Letizia von Spanien (46) ist attraktiv, intelligent, stilsicher. Stets macht sie, rein äußerlich betrachtet, an der Seite ihres Ehemannes, König Felipe VI. (51), eine gute Figur. Nur eins hat die Königin nicht geschafft: Sie konnte die Herzen der Spanier nicht erobern. Im Gegenteil: Letizia ist von allen Personen in der engeren spanischen Königsfamilie die mit Abstand unbeliebteste.
Dabei hatte man so große Hoffnungen in sie gesetzt.
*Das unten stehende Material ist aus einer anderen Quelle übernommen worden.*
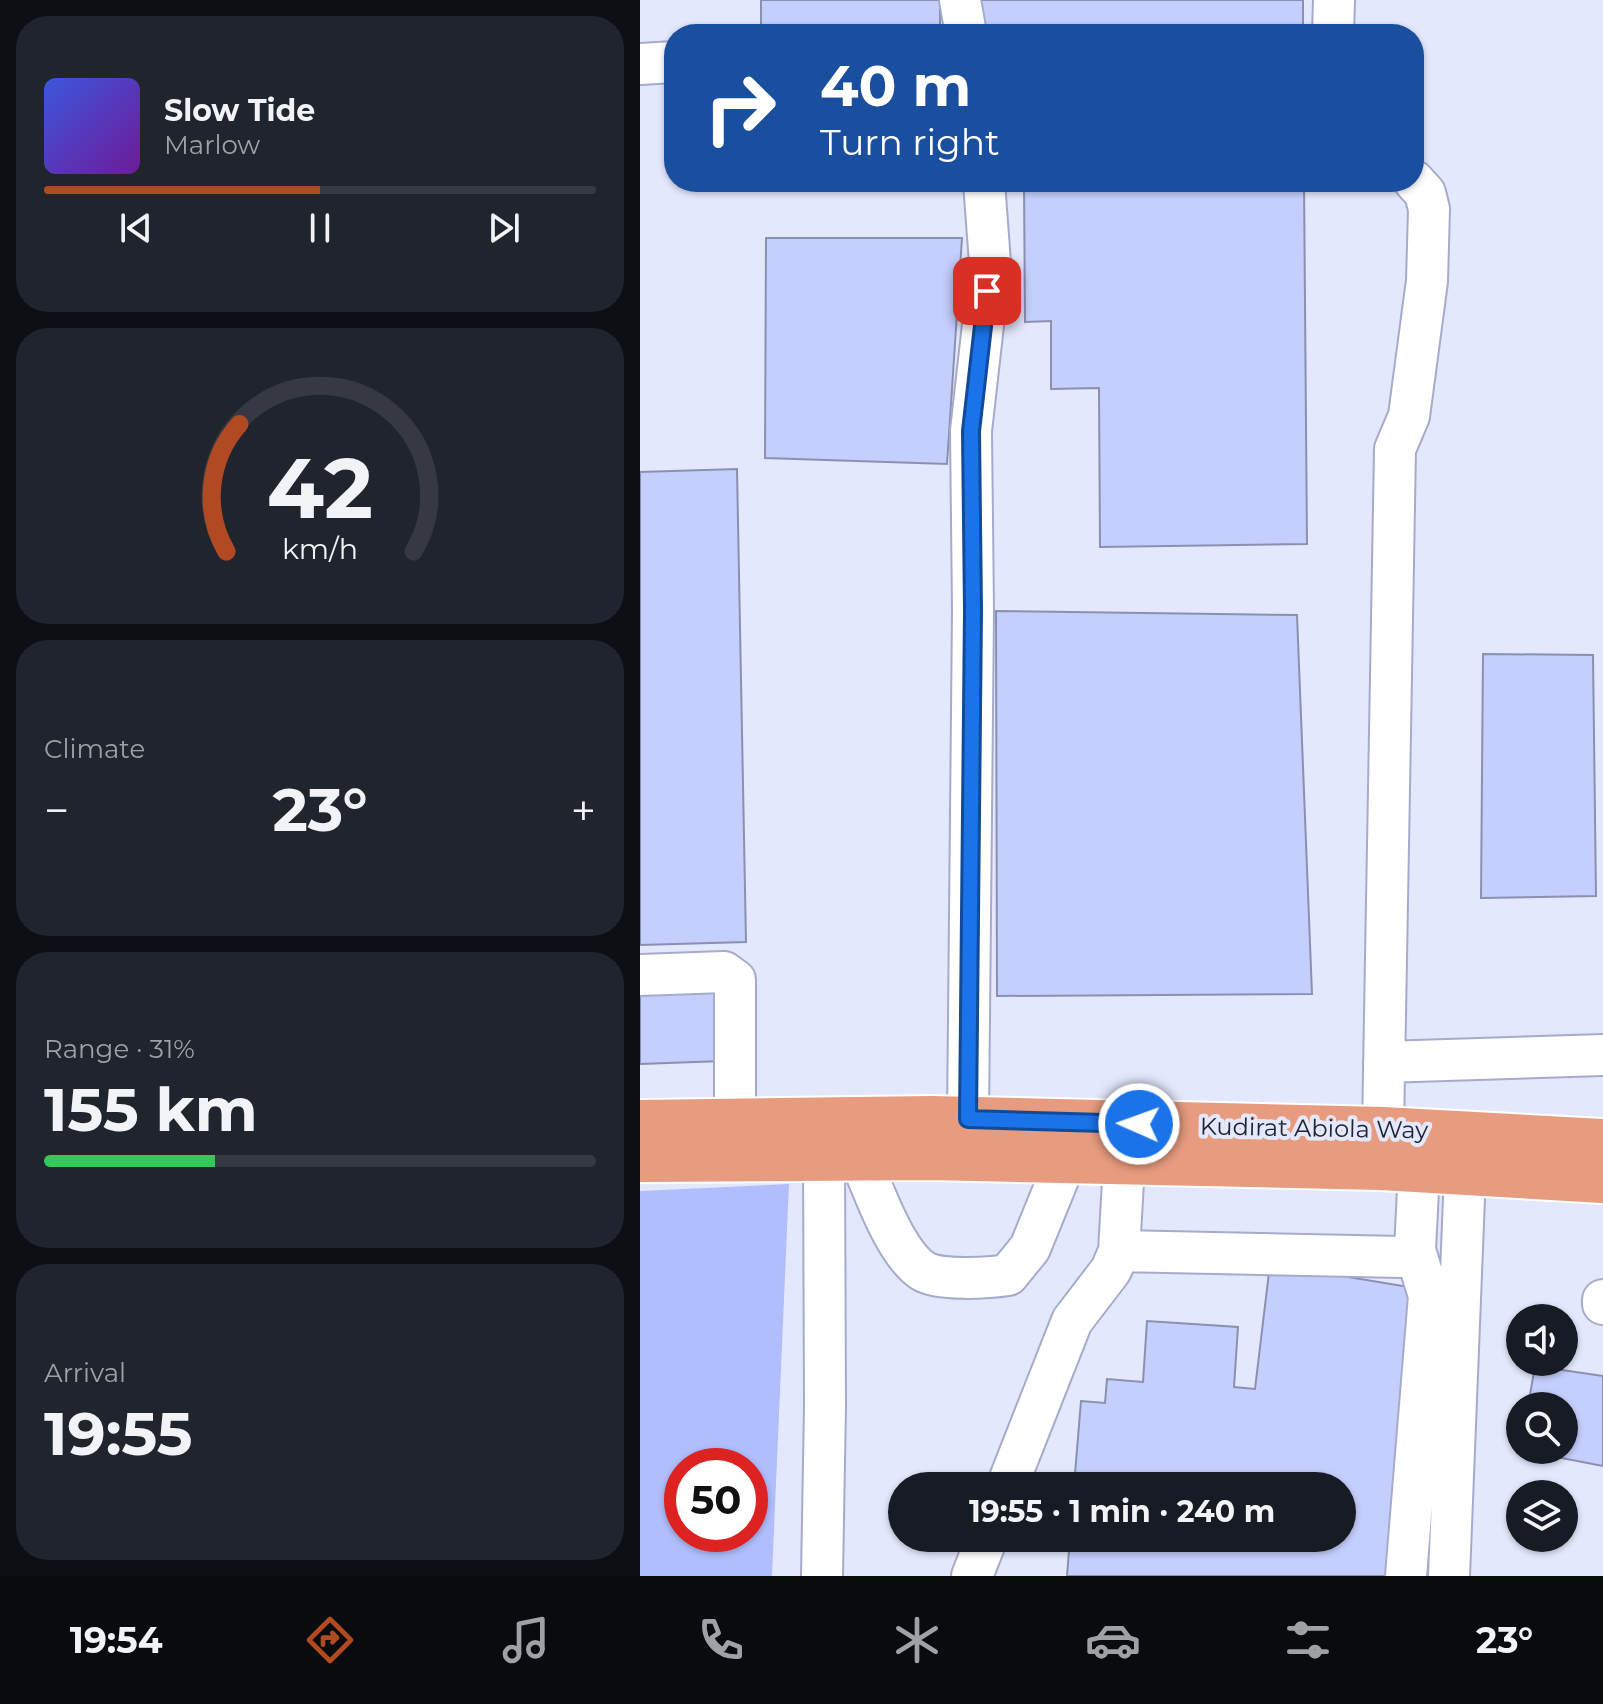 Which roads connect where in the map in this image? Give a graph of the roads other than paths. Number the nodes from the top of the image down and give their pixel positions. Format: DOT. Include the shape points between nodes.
graph roads {
  1 [pos="960,0"];
  2 [pos="1334,0"];
  3 [pos="964,24"];
  4 [pos="1333,24"];
  5 [pos="664,63"];
  6 [pos="640,64"];
  7 [pos="985,192"];
  8 [pos="1424,192"];
  9 [pos="640,975"];
  10 [pos="1603,1055"];
  11 [pos="1384,1062"];
  12 [pos="968,1119"];
  13 [pos="735,1121"];
  14 [pos="640,1122"];
  15 [pos="1383,1129"];
  16 [pos="1603,1141"];
  17 [pos="842,1158"];
  18 [pos="640,1160"];
  19 [pos="1065,1162"];
  20 [pos="1124,1164"];
  21 [pos="1419,1170"];
  22 [pos="1465,1173"];
  23 [pos="1603,1181"];
  24 [pos="1415,1250"];
  25 [pos="1119,1251"];
  26 [pos="1013,1472"];
  27 [pos="981,1552"];
  28 [pos="822,1576"];
  29 [pos="972,1576"];
  30 [pos="1406,1576"];
  31 [pos="1449,1576"];
  1 -- 3 [label="street"];
  2 -- 4 [label="street"];
  5 -- 6 [label="street"];
  7 -- 12 [label="street" via="990,263 971,431"];
  8 -- 11 [label="street" via="1429,209 1427,281 1409,416 1395,449"];
  9 -- 13 [label="street" via="724,972 735,980"];
  10 -- 11 [label="street"];
  11 -- 15 [label="street"];
  12 -- 13 [label="main road, Kudirat Abiola Way"];
  12 -- 15 [label="main road, Kudirat Abiola Way"];
  13 -- 14 [label="main road, Kudirat Abiola Way"];
  15 -- 16 [label="main road, Kudirat Abiola Way"];
  17 -- 18 [label="main road, Kudirat Abiola Way"];
  17 -- 19 [label="main road, Kudirat Abiola Way"];
  17 -- 19 [label="street" via="925,1273 978,1279 1008,1275 1030,1248"];
  17 -- 28 [label="street" via="825,1406"];
  19 -- 20 [label="main road, Kudirat Abiola Way"];
  20 -- 21 [label="main road, Kudirat Abiola Way"];
  20 -- 25 [label="street"];
  21 -- 22 [label="main road, Kudirat Abiola Way"];
  21 -- 24 [label="street"];
  22 -- 23 [label="main road, Kudirat Abiola Way"];
  22 -- 31 [label="street"];
  24 -- 25 [label="street" via="1402,1257"];
  24 -- 30 [label="street" via="1429,1296"];
  25 -- 26 [label="street" via="1072,1321"];
  27 -- 29 [label="street"];
}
Sie habe alle Anlagen und Voraussetzungen, eine warmherzige Königin des Volkes werden, ähnlich wie Máxima der Niederlande (48), waren sich die Medien von Madrid einig. Doch heute, am fünften Jahrestag der Thronbesteigung von Felipe und Letizia, zieht die spanische Presse ein überwiegend vernichtendes Resümee: Letizia sei bei ihrem Volk einfach nicht angekommen.
So berichtet der Spanien-Korrespondent der "Süddeutschen Zeitung" (SZ), dass ein Teil der Klatschpresse "mit früher unvorstellbarer Respektlosigkeit" über die Königin schreibe, "sie sei missgelaunt, leide vermutlich unter Magersucht, und ihre angeblichen Schönheitsoperationen hätten Zehntausende Euro an Steuergeldern gekostet".
Ihr Mann kommt wesentlich besser weg, trotz einer viel kritisierten Rede zum Katalonien-Konflikt vor zwei Jahren, trotz seiner Ordensverleihung an seine damals erst zwölfjährige Tochter, Kronprinzessin Leonor (13). Die Spanier schätzen die Seriosität, die er ausstrahlt. In Umfragen hat das spanische Staatsoberhaupt die besten Beliebtheitswerte aller Politiker. Über das Königspaar titelt die "SZ" allerdings: "Der Große und das Biest".
Hat sie mit ihrer Verwandtschaft gebrochen?Die nichtadlige Letizia war vor ihrer Verbindung mit Felipe eine bekannte TV-Journalistin, das Publikum schätzte ihren schlagfertigen Humor. Man traute ihr zu, dass sie mit ihrer Liaison im spanischen Königshaus für frischen Wind im Hof von Madrid sorgen werde. Es ist ganz anders gekommen. Offenbar hat sie mit ihrer Herkunft - und mit ihrer Volksnähe - gebrochen.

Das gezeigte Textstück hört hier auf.